These roasted Sriracha pumpkin seeds pack a kick and are one of our favorites really packing some awesome healthful benefits. As always, adjust the spices to your liking and enjoy!
Roasted Sriracha Pumpkin Seeds [Vegan]
- 1 1/2 cups or so from one medium sized pumpkin (cleaned and washed)
- 1/4 cup olive oil
- 2 tablespoons of Sriracha sauce
- 1 tablespoon of maple syrup
- 1 teaspoon ground cumin
- 1 teaspoon smoked paprika
- 1/2 teaspoon ground cinnamon
- 1/4 teaspoon cayenne pepper
- 1 teaspoon of apple cider vinegar
- Sea Salt (to taste)
- Preheat your oven to 325°F and line a baking sheet with parchment.

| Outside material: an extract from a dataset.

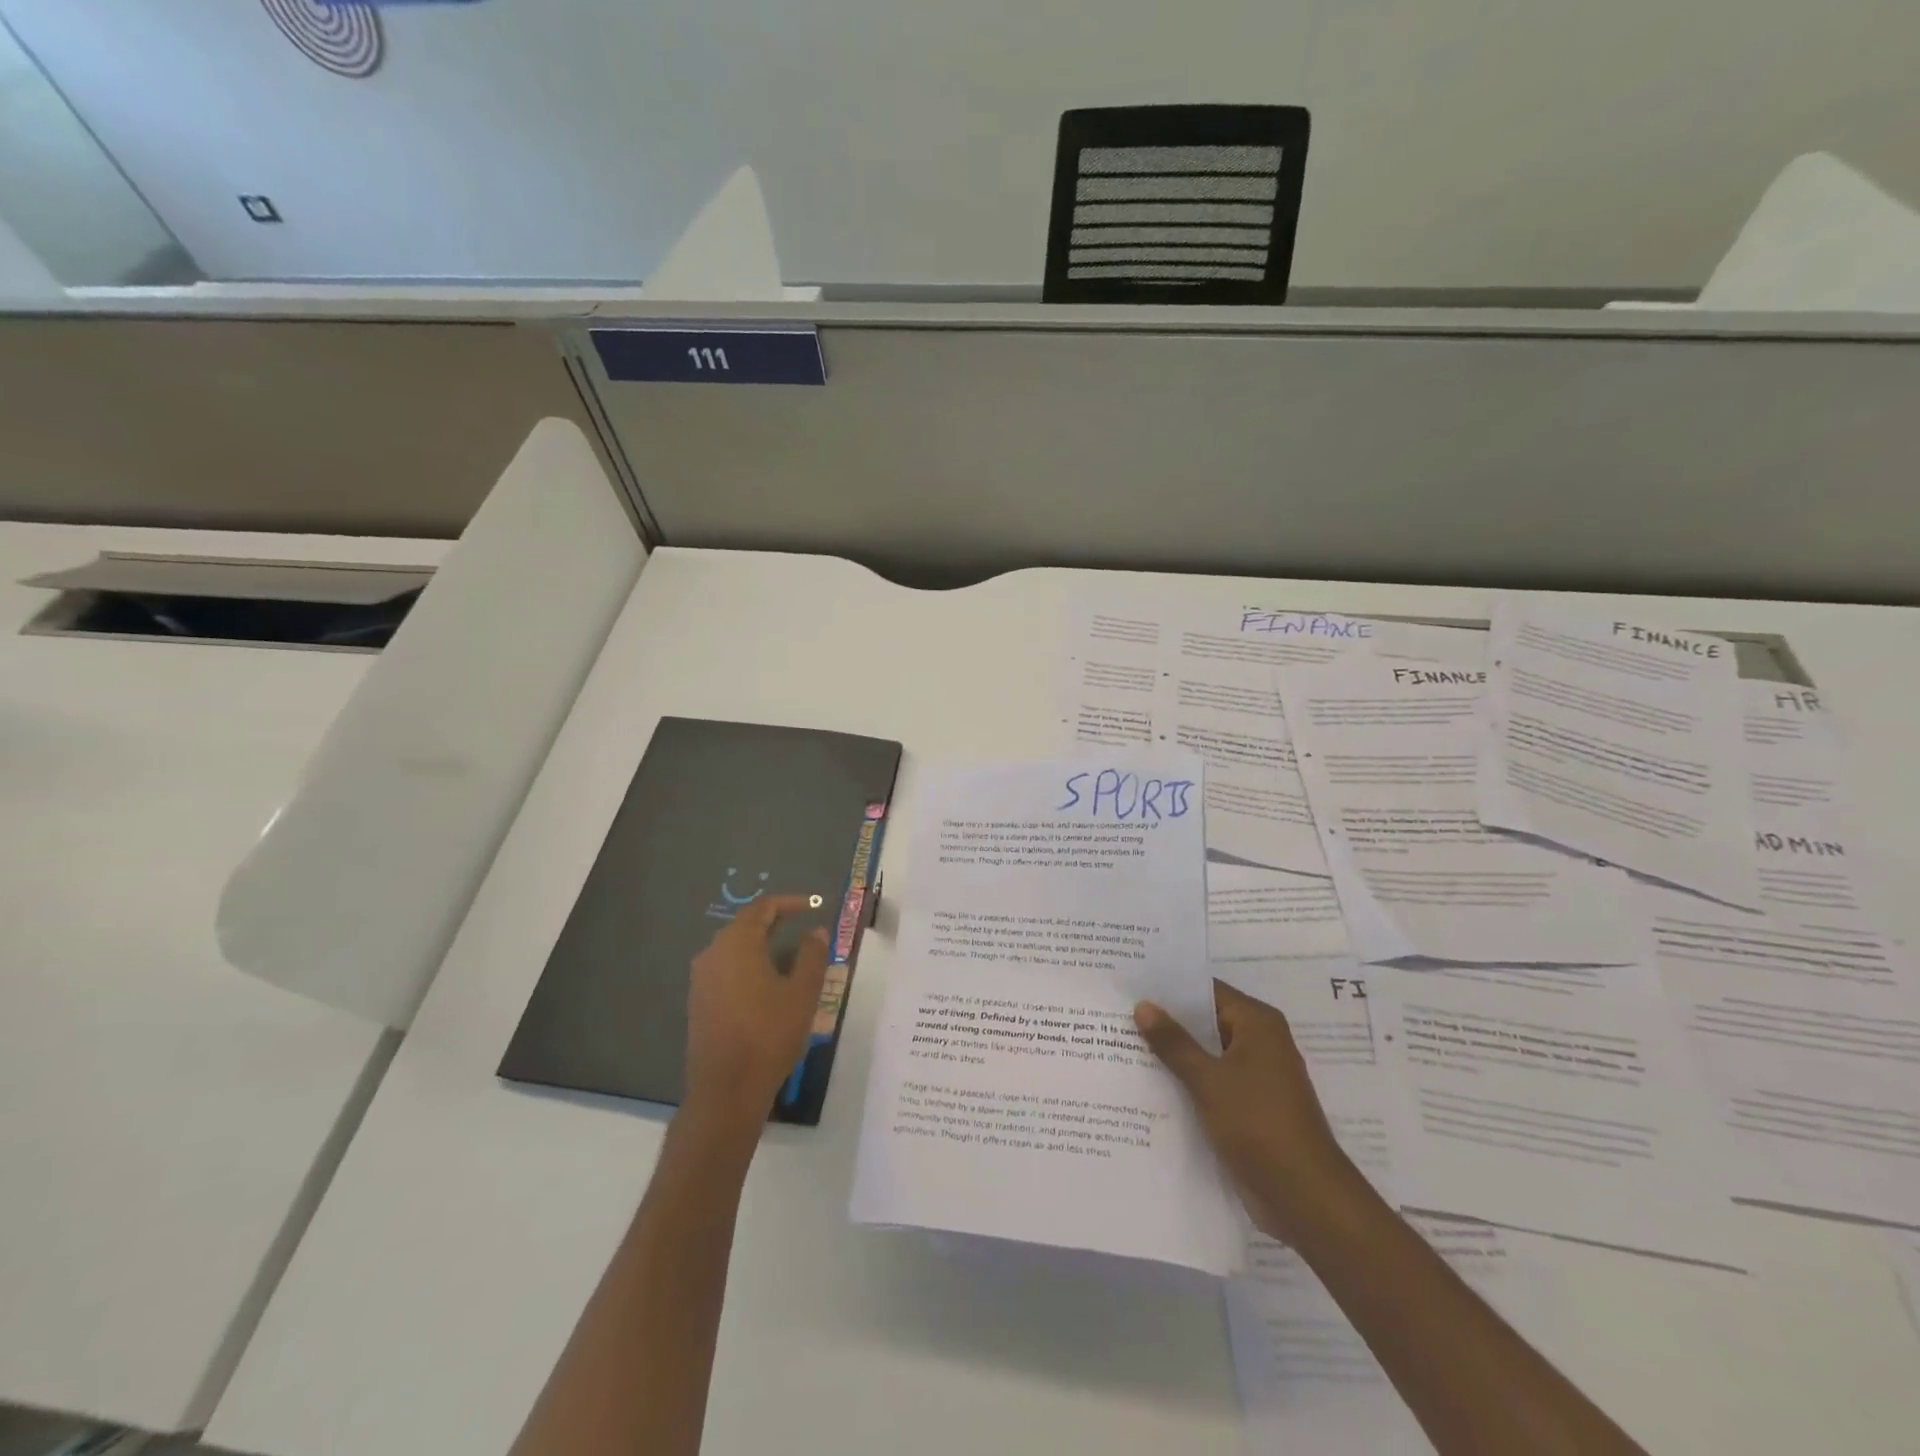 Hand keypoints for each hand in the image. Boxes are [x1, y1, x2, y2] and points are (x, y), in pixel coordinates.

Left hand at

- Spread an even layer of the plain, clean pumpkin seeds out and roast them (this helps to dry them out and roast nicely) for 15 minutes.
- While roasting, combine your olive oil, sriracha, maple syrup, cumin, paprika, cayenne, cinnamon, vinegar and salt into a bowl. Whisk until combined.
- Then add the dried out pumpkin seeds. Mix to coat them well and then spread them back out in a single layer on your cookie sheet.
- These will bake for 20-30 minutes. About 15 minutes in, give them a good toss.
- They will be a bit sticky but will firm up once cooled.
- Check on them around the 20 minute mark – if they aren’t golden brown keep them in and keep a watchful eye.
- Once done, remove from the oven and let cool on the baking sheet. If not consuming right away, store in a tupperware container.